- [DATA TO USE]:

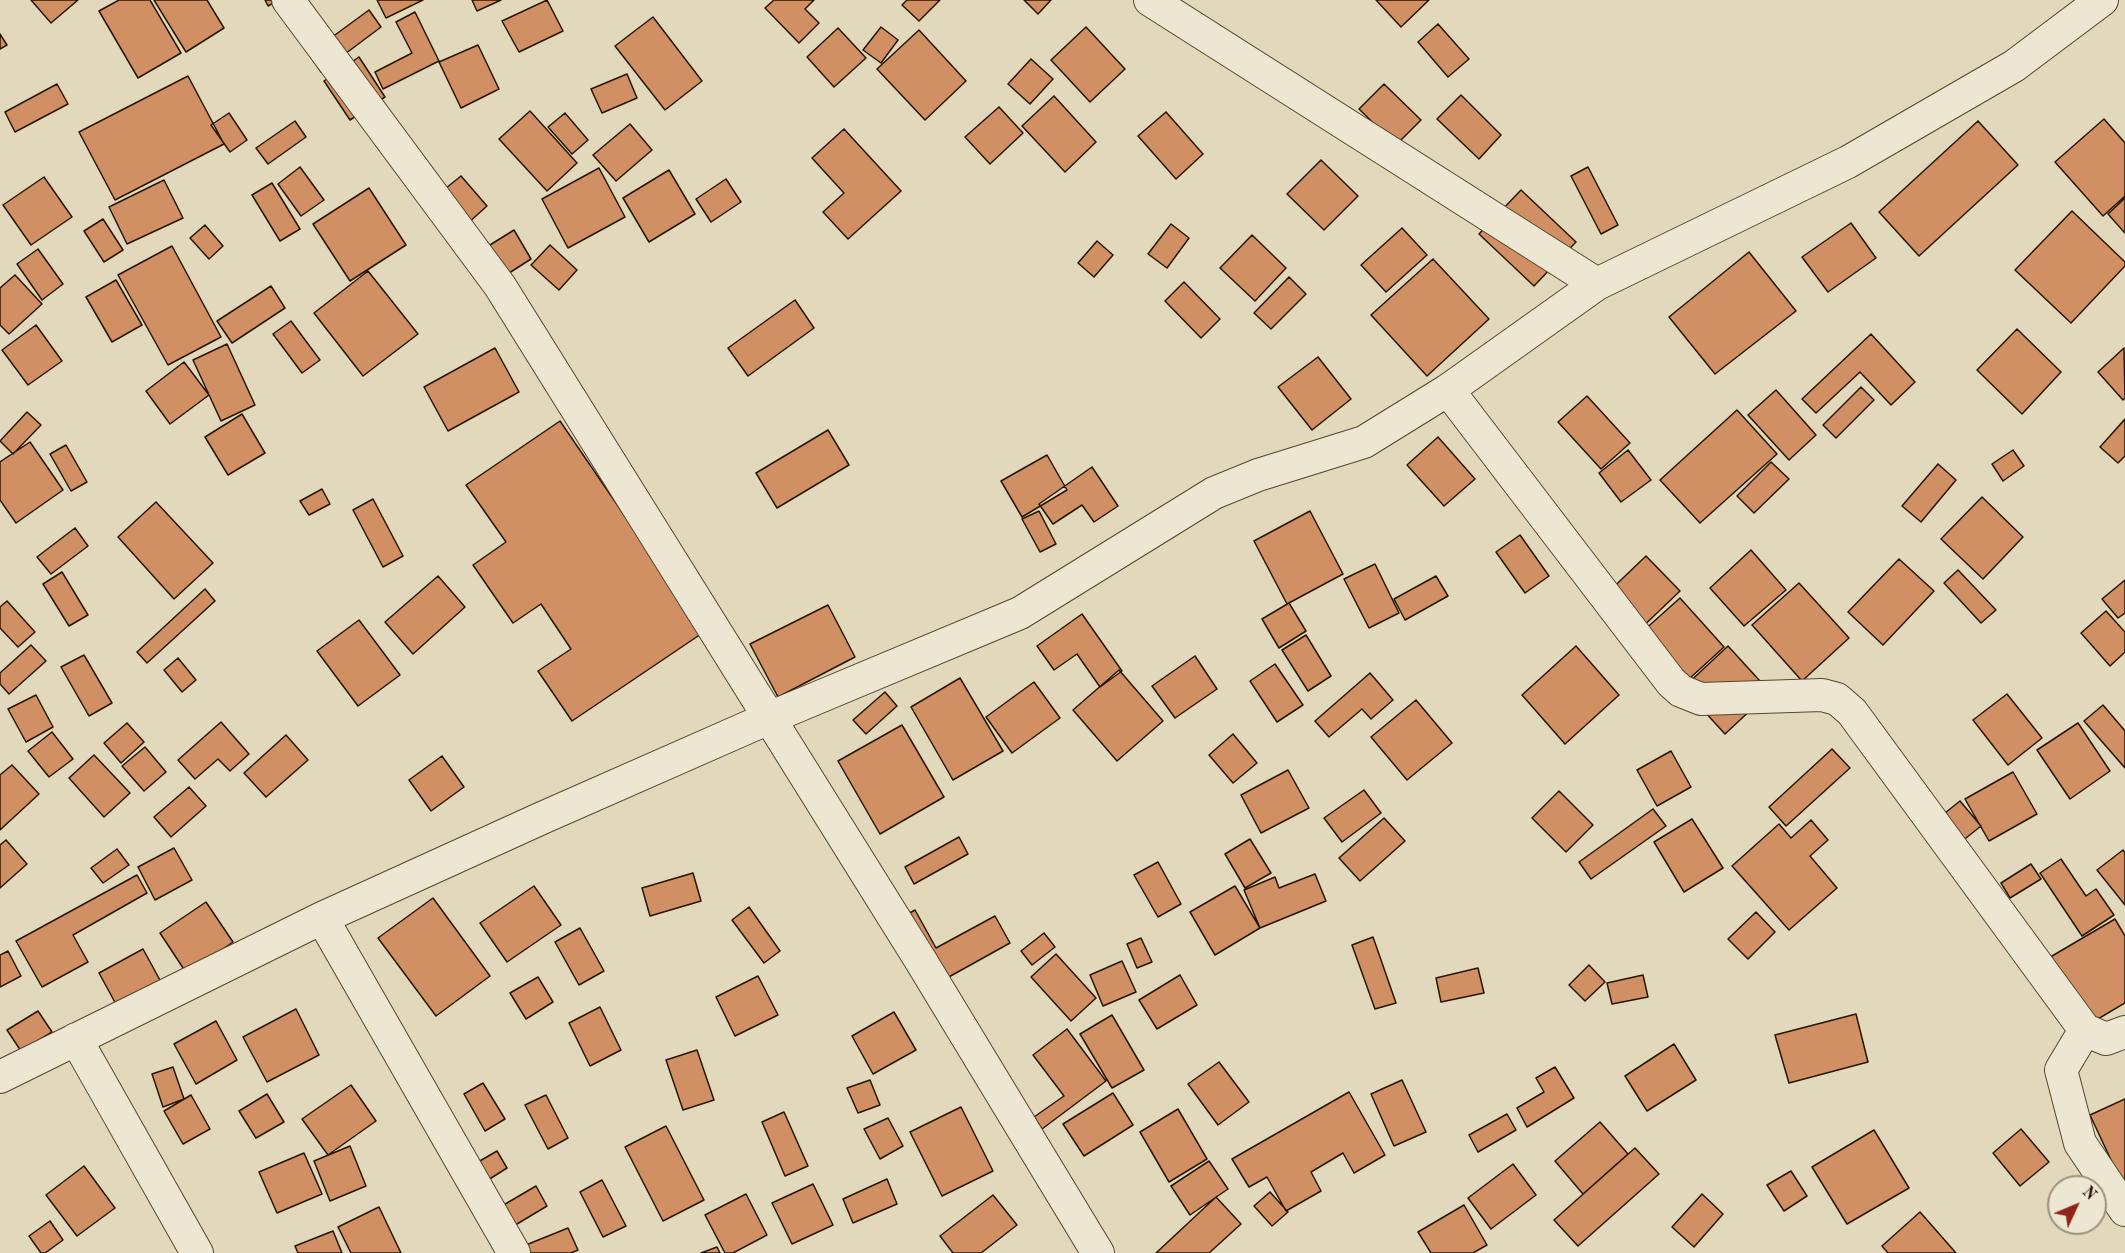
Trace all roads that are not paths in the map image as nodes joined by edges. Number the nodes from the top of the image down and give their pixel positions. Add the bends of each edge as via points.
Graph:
1 (288, 0) edge
2 (1150, 0) edge
3 (2102, 0) edge
4 (1597, 284) junction
5 (1448, 390) junction
6 (769, 718) junction
7 (322, 918) junction
8 (2085, 1030) junction
9 (2125, 1032) edge
10 (76, 1039) junction
11 (0, 1077) edge
12 (2125, 1210) edge
13 (197, 1253) edge
14 (514, 1253) edge
15 (1098, 1253) edge

1 - 6 street via 500,286
2 - 4 street
3 - 4 street via 2014,66 1848,162
4 - 5 street
5 - 6 street via 1364,442 1214,493 1020,613
5 - 8 street via 1681,691 1701,699 1822,695 1837,699 1852,712
6 - 7 street
6 - 15 street
7 - 10 street
7 - 14 street
8 - 9 street via 2106,1039
8 - 12 street via 2061,1070 2080,1143
10 - 11 street
10 - 13 street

- [WORK REQUIRED]:
Output all lines above precisely. Pictures are to be left out.

- [RESPONSE TO THE TASK]:
Trace all roads that are not paths in the map image as nodes joined by edges. Number the nodes from the top of the image down and give their pixel positions. Add the bends of each edge as via points.
Graph:
1 (288, 0) edge
2 (1150, 0) edge
3 (2102, 0) edge
4 (1597, 284) junction
5 (1448, 390) junction
6 (769, 718) junction
7 (322, 918) junction
8 (2085, 1030) junction
9 (2125, 1032) edge
10 (76, 1039) junction
11 (0, 1077) edge
12 (2125, 1210) edge
13 (197, 1253) edge
14 (514, 1253) edge
15 (1098, 1253) edge

1 - 6 street via 500,286
2 - 4 street
3 - 4 street via 2014,66 1848,162
4 - 5 street
5 - 6 street via 1364,442 1214,493 1020,613
5 - 8 street via 1681,691 1701,699 1822,695 1837,699 1852,712
6 - 7 street
6 - 15 street
7 - 10 street
7 - 14 street
8 - 9 street via 2106,1039
8 - 12 street via 2061,1070 2080,1143
10 - 11 street
10 - 13 street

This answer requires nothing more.